Once your query is complete you call collect()
to tell the server to execute the query and send you the data:
bec <- bcdc_query_geodata("f358a53b-ffde-4830-a325-a5a03ff672c3") |>
filter(INTERSECTS(scott_aoi)) |>
select(MAP_LABEL) |>
collect()
mapview(bec, zcol = "MAP_LABEL") + mapview(st_as_sf(scott_aoi))
You can see that filtering using the INTERSECTS()
function does a good job of only downloading the features that intersect the AOI, but it doesn’t actually clip them to the AOI. We can do that with sf::st_intersection()
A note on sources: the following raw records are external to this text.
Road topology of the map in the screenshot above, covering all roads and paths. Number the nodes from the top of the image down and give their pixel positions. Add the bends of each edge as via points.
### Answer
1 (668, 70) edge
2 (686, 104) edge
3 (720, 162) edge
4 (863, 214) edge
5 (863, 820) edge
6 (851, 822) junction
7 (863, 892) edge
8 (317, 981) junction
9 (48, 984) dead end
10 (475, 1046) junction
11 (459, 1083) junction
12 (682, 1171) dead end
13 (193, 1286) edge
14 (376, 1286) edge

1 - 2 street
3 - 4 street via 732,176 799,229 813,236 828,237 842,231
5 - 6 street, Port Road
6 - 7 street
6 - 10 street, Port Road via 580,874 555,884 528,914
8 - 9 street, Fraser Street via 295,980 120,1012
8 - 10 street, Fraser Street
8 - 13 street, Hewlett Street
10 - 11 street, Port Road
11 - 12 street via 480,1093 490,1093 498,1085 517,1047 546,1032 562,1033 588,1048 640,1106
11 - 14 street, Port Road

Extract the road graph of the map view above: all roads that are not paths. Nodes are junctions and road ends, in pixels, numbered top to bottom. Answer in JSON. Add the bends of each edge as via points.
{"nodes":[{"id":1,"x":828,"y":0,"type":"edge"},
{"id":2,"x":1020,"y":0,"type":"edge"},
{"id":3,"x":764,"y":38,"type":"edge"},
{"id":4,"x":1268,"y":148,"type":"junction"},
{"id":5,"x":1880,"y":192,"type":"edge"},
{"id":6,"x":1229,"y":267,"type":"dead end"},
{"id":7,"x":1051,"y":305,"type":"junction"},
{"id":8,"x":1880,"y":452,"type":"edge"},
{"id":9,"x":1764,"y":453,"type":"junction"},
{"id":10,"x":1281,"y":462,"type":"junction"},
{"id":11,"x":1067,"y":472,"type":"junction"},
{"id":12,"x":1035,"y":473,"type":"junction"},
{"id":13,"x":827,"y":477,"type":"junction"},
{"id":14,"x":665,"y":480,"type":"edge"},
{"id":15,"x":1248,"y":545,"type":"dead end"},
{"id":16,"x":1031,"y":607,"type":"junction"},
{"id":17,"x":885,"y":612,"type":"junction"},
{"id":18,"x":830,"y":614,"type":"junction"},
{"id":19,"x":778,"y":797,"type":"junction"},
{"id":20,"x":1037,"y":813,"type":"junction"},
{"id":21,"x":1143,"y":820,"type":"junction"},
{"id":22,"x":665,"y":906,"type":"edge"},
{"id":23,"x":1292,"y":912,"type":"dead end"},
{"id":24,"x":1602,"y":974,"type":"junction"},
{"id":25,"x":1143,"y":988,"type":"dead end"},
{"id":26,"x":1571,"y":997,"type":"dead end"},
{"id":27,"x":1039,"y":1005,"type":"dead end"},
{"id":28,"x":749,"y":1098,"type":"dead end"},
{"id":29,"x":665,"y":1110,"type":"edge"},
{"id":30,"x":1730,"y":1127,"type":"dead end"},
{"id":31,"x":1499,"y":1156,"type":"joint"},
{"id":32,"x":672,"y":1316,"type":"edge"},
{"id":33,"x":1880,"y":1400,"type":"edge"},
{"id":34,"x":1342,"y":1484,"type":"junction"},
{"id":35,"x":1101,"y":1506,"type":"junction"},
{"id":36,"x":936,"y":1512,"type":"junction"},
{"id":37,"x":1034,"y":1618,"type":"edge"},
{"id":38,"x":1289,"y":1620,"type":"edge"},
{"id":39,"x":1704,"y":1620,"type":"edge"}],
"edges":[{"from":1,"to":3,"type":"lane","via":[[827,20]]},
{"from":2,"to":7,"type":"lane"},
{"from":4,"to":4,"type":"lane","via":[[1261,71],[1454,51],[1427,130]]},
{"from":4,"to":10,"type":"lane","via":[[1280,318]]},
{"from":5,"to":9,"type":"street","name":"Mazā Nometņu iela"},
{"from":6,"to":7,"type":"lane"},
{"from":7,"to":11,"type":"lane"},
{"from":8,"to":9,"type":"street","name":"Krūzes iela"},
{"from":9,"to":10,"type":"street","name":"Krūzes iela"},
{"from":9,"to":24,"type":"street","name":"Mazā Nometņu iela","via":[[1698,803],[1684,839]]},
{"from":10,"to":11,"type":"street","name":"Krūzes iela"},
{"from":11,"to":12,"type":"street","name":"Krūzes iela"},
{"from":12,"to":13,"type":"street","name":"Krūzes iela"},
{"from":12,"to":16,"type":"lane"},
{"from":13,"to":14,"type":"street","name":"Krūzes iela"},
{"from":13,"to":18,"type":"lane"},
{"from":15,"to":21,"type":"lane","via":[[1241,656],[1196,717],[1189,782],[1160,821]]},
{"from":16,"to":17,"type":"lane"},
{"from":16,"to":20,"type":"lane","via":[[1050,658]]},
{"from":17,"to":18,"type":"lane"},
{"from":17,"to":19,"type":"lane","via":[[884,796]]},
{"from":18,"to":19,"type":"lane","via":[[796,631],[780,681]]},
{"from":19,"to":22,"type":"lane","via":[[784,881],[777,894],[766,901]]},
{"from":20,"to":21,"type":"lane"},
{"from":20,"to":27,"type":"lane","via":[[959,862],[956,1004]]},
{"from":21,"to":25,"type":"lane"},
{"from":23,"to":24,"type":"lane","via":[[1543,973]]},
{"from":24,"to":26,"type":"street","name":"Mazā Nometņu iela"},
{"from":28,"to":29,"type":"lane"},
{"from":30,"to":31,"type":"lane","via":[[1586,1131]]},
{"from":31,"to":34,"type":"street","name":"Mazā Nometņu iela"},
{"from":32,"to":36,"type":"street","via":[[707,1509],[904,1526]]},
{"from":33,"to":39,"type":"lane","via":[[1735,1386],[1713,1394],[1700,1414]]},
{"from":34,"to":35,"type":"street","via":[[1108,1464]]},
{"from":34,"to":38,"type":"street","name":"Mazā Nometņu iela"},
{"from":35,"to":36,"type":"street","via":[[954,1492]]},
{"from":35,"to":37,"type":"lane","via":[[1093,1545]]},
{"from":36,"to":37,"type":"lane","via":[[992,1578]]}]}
. Also, there are some columns that are “sticky” - even if you don’t select them in a select()
statement before you call collect, they come along anyway. We can do a final select()
once the data is downloaded:
bec <- st_intersection(bec, scott_aoi) |>
select(MAP_LABEL)
mapview(bec)
And now we can write our BEC data to a file to use later in the analysis.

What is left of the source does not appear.